The California Latino Legislative Caucus spoke out against the treatment at the facility.
“We knew the public health crisis at the Otay Mesa Detention Center would result in a tragedy like this, and it could have been prevented. ICE and CoreCivic must act quickly to safely release more people from detention in this coronavirus hotpot. This is a matter of life and death,” said Assemblywoman Lorena Gonzalez, D-San Diego, chairwoman of the Latino Caucus.
Nearly 200 confirmed cases have made the facility’s outbreak the largest of any ICE detention center in the country.
Chula Vista, even among increased rates of infection, decided to open its parks for “active exercise,” such as jogging, walking and bike-riding, joining most of the rest of the county.

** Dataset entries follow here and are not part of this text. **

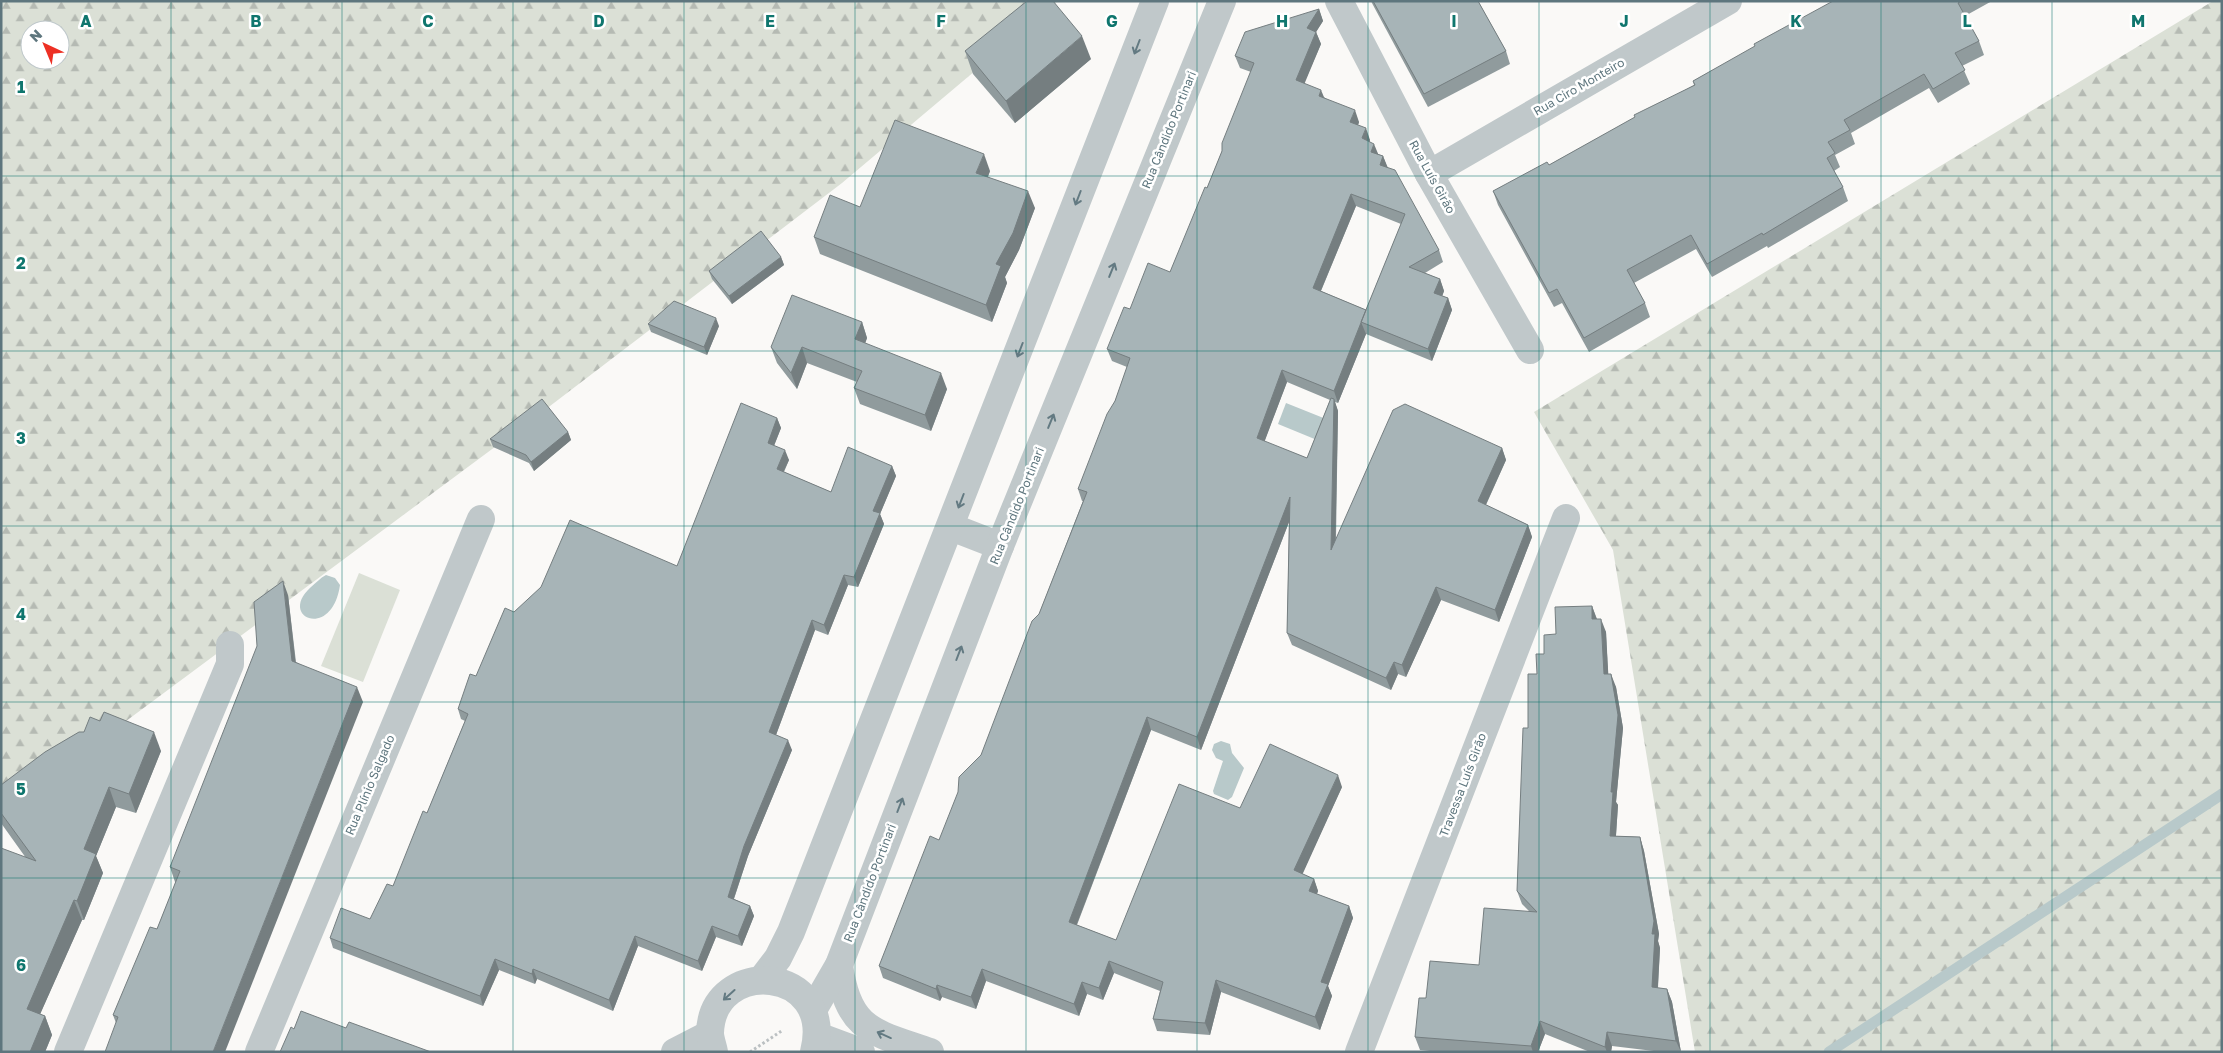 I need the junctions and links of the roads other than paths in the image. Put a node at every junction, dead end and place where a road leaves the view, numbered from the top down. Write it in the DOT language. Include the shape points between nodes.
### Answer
graph roads {
  1 [pos="1155,1"];
  2 [pos="1222,1"];
  3 [pos="1339,1"];
  4 [pos="1728,1"];
  5 [pos="1429,174"];
  6 [pos="1530,350"];
  7 [pos="1566,518"];
  8 [pos="481,519"];
  9 [pos="951,527"];
  10 [pos="1000,546"];
  11 [pos="230,645"];
  12 [pos="839,965"];
  13 [pos="762,979"];
  14 [pos="815,1033"];
  15 [pos="712,1043"];
  16 [pos="68,1052"];
  17 [pos="260,1052"];
  18 [pos="675,1052"];
  19 [pos="861,1052"];
  20 [pos="930,1052"];
  21 [pos="1358,1052"];
  1 -- 9 [label="street, one-way"];
  10 -- 2 [label="street, Rua Cândido Portinari, one-way"];
  3 -- 5 [label="street, Rua Luís Girão"];
  4 -- 5 [label="street, Rua Ciro Monteiro"];
  5 -- 6 [label="street, Rua Luís Girão"];
  7 -- 21 [label="street, Travessa Luís Girão"];
  8 -- 17 [label="street, Rua Plínio Salgado"];
  9 -- 10 [label="street"];
  9 -- 13 [label="street" via="792,932"];
  12 -- 10 [label="street, Rua Cândido Portinari, one-way"];
  11 -- 16 [label="street" via="230,664"];
  12 -- 14 [label="street, Rua Cândido Portinari"];
  20 -- 12 [label="street, one-way" via="869,1028 858,1020 844,994"];
  13 -- 14 [label="street" via="783,983 801,993"];
  13 -- 15 [label="street, one-way" via="743,984 725,996 714,1013"];
  14 -- 19 [label="street"];
  15 -- 18 [label="street"];
}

On Tuesday, the San Diego County Board of Supervisors unanimously adopted a framework for safely reopening businesses amid the pandemic. As part of the plan, the county will send a letter to Newsom requesting “total local control” on COVID-19 decisions.
The framework also offers guidelines on employee and customer safety, sanitation, physical distancing and general business practices and communications. Recommendations were based on input from the Responsible COVID-19 Economic Reopening Advisory Group, which includes county supervisors, Mayor Faulconer, small business owners and construction industry associations.
Another SANDAG study released Wednesday found that local freeway traffic has decreased by 44% since the COVID-19 stay-at-home orders began in the San Diego region, including 52% on state Route 163 and 50% on Interstate 5.
The SANDAG research and program management team analyzed travel on San Diego County freeways from mid-March to mid-April this year, and when compared to the same time last year, traffic volumes at eight hotspots decreased an average 41%. Additionally, speeds during peak periods averaged 30 mph higher.